I wish the medical community would subject itself to the same standards of scientific rigor they want to impose on “alternative” therapies. My mother died in the hands of doctors who were constantly prescribing drugs with horrendous side effects — some of which were subsequently taken off the market. In addition, they were always suggesting some “experimental” therapy that was incredibly expensive and (of course) had no scientific testing. At least most of the alternative therapies I’ve heard about have less chance of causing liver and kidney failure than massive doses of prescription drugs.

Edwardson said...

Efficacy and testing for efficacy is one thing. Safety is something else. Let me clarify. Medical treatments/therapies need to tested to ensure that they are in fact effective, and more to the point, more effective than placebos. Comparatively speaking it's easier to determine whether some treatment X works better than a placebo or not, or whether it's better/worse than other current treatments (that already have been tested). But whether X is completely safe is another story. As you can imagine it's a onerous task testing its interactions with a variety of food and the plethora of other drugs. And mind you this is only one facet of a drug's safety.

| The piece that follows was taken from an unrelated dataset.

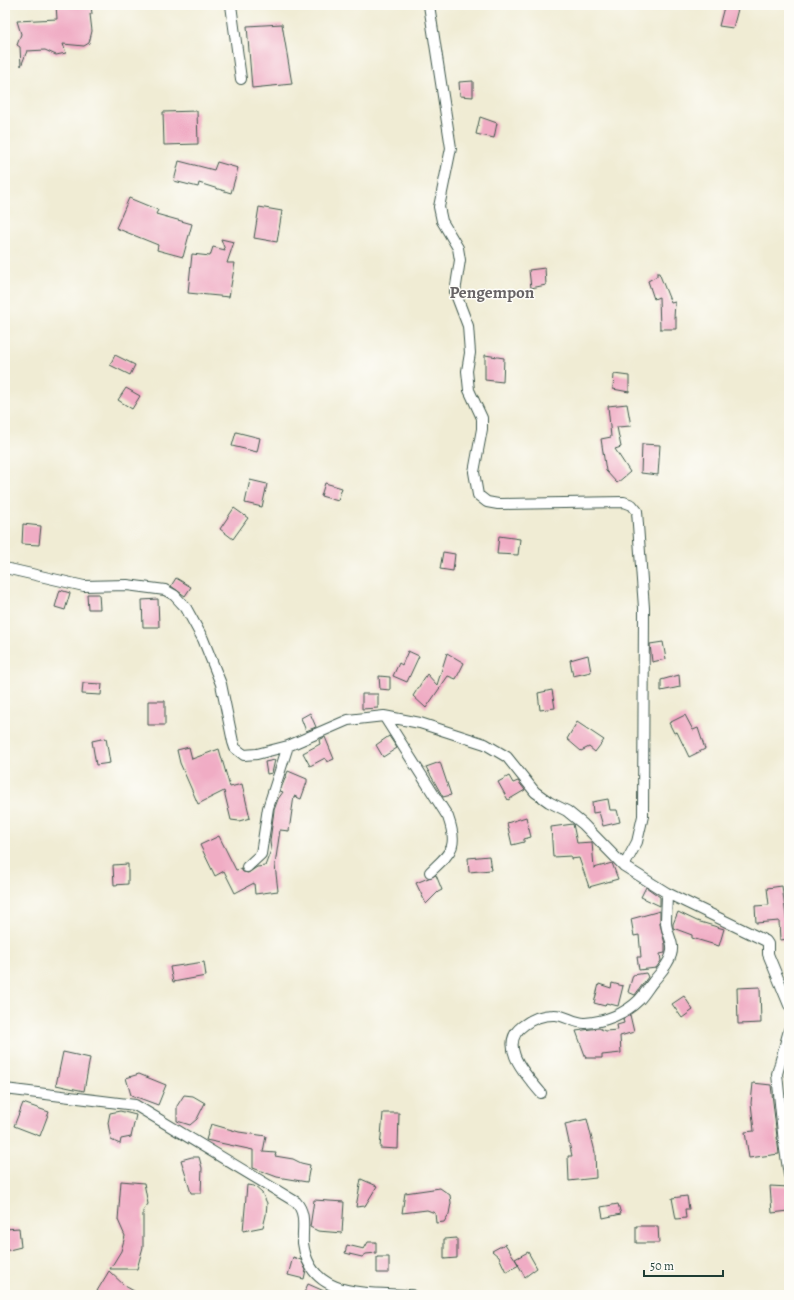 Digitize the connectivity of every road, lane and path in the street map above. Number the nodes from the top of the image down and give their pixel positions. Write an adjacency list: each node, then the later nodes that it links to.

You said that your mother had been treated with experimental therapies. You've got a chicken and egg problem here. How can you know that something will work and is really safe until it's been tested on actual humans, not just lab rats or rabbits? And how can you demand safety and efficacy when that's the very thing experiments are suppose to establish?

CAM on the other hand neither implements the rigorous testing (that is, employing tight controls ) for efficacy or safety that mainstream drugs are subjected to.

One wonders why the drugs you're alluding to were taken off the market. Did better ones come online? Were there adverse effects and safety problems with them that weren't detected early on? Were the drugs effective in the first place? Did they work against the condition they were targeted for? I gather from what you've said that they were.

The alternative remedies you allude to that don't have side effects are probably placebos. They just make the patient believe they've taken something that works. The heuristic in medicine is: the greater the potency of the drug, the more side effects you can expect.